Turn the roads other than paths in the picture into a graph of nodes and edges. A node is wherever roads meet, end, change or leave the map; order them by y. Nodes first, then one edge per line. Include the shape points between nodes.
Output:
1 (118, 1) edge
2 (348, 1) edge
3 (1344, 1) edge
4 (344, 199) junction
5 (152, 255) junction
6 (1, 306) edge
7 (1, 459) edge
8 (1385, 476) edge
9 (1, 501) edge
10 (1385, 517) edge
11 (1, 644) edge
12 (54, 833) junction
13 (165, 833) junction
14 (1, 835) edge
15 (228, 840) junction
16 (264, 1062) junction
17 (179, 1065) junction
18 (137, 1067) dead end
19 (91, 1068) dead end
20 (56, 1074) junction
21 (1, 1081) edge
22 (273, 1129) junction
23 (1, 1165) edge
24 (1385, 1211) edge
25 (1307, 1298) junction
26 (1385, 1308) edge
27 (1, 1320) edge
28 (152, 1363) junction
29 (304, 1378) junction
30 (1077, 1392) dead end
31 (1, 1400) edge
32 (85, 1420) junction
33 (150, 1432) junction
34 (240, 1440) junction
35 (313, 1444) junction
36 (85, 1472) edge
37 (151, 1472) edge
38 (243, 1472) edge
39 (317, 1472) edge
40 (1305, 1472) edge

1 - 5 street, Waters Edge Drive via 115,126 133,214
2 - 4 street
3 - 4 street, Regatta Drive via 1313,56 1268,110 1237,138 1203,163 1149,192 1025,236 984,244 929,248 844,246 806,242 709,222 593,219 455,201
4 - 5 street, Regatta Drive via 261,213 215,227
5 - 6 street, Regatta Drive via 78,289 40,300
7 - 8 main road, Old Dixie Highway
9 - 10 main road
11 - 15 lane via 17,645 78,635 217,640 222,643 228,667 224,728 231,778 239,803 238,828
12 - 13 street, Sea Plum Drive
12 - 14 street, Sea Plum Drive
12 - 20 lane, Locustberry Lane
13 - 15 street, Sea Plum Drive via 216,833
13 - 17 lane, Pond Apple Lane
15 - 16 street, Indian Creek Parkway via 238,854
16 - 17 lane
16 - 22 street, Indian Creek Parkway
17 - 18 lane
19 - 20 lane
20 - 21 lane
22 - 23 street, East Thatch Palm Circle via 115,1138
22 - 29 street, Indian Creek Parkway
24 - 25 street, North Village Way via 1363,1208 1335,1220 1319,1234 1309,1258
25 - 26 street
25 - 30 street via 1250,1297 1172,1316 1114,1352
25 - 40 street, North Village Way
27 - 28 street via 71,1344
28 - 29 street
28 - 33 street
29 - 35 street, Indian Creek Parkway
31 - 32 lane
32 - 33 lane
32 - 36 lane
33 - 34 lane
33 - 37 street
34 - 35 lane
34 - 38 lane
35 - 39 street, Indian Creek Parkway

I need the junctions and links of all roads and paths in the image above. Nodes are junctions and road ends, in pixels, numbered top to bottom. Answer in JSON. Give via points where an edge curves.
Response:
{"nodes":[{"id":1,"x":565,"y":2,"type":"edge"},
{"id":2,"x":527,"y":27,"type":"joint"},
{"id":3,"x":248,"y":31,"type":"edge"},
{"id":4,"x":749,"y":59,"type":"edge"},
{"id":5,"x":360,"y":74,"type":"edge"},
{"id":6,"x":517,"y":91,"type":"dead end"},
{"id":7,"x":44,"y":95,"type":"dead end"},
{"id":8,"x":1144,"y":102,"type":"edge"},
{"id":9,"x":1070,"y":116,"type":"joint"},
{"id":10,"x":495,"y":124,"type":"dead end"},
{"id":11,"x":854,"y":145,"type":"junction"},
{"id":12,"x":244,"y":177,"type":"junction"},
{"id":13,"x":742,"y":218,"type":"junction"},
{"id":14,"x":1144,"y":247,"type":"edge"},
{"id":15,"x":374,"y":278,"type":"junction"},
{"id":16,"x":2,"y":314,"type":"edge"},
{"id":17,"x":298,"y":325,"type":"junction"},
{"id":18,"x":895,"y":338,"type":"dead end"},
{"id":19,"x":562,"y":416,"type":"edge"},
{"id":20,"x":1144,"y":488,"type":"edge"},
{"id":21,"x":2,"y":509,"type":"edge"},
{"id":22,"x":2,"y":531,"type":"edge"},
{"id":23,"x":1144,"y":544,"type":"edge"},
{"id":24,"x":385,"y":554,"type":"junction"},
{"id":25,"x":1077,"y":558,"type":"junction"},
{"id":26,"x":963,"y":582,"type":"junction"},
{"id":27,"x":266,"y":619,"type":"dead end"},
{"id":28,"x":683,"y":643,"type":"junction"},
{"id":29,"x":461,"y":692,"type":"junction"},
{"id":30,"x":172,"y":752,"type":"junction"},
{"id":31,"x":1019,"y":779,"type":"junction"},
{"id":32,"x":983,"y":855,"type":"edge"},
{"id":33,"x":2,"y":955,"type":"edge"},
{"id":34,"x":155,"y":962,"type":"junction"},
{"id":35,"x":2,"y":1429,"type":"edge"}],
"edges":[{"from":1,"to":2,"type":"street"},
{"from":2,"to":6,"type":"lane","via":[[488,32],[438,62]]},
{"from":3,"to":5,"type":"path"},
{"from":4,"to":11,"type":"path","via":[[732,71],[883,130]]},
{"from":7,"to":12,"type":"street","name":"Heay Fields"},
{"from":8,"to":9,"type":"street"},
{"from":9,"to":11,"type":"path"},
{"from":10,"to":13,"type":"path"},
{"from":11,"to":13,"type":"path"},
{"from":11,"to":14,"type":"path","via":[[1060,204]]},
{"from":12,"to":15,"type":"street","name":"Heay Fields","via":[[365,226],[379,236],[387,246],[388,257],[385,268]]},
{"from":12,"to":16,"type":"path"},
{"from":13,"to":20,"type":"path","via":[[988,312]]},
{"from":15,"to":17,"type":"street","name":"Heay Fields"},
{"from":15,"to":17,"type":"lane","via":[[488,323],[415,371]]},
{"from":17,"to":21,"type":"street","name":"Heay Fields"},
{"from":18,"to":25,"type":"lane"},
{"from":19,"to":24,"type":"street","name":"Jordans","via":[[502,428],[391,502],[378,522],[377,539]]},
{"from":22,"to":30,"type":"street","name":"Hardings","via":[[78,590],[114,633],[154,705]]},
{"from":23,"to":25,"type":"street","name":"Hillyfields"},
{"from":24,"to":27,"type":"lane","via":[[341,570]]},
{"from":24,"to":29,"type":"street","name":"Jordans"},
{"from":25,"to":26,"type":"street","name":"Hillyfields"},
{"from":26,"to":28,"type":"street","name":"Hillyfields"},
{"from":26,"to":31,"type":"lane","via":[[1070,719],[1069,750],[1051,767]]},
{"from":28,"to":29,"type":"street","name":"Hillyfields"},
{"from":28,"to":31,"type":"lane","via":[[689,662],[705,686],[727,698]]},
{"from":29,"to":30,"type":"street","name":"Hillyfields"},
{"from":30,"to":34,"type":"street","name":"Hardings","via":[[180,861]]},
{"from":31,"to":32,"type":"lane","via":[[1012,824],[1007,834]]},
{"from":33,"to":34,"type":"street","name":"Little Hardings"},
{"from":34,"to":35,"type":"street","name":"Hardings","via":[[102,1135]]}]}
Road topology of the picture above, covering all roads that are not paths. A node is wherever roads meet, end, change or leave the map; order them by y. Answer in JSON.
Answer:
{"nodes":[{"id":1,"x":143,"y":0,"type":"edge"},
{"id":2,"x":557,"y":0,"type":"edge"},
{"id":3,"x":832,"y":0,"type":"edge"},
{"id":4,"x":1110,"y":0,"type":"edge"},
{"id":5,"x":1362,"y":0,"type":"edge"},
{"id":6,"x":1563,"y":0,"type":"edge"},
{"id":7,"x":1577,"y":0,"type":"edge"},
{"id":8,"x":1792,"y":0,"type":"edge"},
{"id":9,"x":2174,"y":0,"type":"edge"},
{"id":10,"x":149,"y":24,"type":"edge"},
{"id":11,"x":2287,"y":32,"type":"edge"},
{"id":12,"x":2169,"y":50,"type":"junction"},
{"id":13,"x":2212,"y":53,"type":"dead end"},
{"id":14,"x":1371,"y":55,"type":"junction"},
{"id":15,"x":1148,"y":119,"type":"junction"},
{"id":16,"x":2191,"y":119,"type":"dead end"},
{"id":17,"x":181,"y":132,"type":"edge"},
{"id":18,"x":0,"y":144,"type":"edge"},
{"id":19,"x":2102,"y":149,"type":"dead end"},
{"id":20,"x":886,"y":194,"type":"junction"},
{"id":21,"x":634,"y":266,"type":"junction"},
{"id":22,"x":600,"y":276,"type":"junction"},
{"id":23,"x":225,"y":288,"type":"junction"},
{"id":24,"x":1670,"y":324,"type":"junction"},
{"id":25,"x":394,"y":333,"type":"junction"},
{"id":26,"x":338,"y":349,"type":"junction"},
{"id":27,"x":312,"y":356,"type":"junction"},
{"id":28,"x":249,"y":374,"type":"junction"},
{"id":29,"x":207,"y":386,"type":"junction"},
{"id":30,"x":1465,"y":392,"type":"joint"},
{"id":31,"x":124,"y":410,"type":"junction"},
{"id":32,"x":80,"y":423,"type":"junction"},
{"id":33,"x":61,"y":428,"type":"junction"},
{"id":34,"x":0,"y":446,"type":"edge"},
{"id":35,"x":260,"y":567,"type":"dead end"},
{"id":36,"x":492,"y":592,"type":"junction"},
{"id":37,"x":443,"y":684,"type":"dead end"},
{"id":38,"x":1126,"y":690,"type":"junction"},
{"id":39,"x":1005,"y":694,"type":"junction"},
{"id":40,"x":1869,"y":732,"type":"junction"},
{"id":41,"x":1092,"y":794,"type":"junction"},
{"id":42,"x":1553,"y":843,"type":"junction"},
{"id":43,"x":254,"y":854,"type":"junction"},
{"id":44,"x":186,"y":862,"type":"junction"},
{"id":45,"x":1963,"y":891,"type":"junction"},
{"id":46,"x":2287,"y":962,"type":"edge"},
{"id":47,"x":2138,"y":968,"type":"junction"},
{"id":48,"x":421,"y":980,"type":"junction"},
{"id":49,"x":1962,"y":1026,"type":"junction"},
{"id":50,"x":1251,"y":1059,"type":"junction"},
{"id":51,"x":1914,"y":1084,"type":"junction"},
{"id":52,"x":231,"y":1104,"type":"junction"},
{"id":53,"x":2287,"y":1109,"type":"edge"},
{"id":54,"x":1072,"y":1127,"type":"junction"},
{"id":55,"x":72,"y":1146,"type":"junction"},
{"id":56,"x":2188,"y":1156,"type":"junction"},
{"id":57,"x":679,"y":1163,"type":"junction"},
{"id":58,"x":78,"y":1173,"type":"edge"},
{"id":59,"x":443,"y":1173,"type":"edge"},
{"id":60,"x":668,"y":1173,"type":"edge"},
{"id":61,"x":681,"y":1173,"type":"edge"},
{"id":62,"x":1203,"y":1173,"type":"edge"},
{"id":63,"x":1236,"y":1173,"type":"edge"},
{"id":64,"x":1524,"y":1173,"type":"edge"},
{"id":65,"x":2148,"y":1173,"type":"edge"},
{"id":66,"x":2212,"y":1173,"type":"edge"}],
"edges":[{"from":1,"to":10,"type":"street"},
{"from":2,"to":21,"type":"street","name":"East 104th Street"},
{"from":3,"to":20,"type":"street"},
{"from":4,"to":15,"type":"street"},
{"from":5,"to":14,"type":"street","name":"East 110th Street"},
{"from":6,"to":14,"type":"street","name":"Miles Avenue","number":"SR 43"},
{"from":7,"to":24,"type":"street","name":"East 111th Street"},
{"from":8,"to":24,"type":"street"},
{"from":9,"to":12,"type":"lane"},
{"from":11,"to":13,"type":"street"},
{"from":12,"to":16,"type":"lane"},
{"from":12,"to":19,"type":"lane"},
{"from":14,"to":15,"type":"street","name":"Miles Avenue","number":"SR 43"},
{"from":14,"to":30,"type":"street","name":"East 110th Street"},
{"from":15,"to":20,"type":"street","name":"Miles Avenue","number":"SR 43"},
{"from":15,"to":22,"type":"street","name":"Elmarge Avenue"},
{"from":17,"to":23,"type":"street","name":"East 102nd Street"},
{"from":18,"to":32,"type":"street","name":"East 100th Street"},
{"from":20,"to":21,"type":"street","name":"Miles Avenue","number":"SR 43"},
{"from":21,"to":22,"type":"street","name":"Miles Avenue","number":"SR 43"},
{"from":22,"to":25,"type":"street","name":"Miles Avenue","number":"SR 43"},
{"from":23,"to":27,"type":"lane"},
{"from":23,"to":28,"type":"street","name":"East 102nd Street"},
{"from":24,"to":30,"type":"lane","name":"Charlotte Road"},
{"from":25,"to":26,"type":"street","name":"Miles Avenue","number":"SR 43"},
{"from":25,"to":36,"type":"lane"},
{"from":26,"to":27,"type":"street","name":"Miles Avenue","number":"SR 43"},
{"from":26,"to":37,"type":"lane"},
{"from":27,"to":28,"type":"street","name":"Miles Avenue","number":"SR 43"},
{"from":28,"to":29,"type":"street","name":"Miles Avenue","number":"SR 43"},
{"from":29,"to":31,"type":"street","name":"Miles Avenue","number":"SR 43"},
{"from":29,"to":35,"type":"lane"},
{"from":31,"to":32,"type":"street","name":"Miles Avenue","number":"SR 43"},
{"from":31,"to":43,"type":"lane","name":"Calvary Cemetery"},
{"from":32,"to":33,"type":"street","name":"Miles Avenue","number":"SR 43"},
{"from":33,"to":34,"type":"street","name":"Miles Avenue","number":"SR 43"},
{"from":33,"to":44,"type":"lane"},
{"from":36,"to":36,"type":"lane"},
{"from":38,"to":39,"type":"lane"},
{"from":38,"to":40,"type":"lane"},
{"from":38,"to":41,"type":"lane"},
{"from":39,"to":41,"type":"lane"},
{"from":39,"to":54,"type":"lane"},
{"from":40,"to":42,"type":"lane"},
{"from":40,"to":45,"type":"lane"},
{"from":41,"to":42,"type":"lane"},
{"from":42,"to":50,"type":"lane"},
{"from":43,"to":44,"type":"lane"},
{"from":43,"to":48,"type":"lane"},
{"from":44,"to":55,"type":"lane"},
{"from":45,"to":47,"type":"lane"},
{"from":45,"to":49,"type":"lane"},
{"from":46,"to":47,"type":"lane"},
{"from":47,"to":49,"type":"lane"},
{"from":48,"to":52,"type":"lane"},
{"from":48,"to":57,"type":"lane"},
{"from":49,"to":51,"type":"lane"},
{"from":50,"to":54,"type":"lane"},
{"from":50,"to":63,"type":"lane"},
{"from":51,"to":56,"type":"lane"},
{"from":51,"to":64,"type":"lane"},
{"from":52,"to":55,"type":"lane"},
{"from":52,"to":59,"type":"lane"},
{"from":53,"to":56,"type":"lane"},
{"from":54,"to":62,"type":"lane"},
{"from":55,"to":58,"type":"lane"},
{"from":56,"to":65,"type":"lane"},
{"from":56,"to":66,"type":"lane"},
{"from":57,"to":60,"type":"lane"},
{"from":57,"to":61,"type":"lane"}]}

——————————

- [What to work on]
Select every line in the material above where the string "Hardings" occurs, and copy it.

- [Result of the exercise]
{"from":22,"to":30,"type":"street","name":"Hardings","via":[[78,590],[114,633],[154,705]]},
{"from":30,"to":34,"type":"street","name":"Hardings","via":[[180,861]]},
{"from":33,"to":34,"type":"street","name":"Little Hardings"},
{"from":34,"to":35,"type":"street","name":"Hardings","via":[[102,1135]]}]}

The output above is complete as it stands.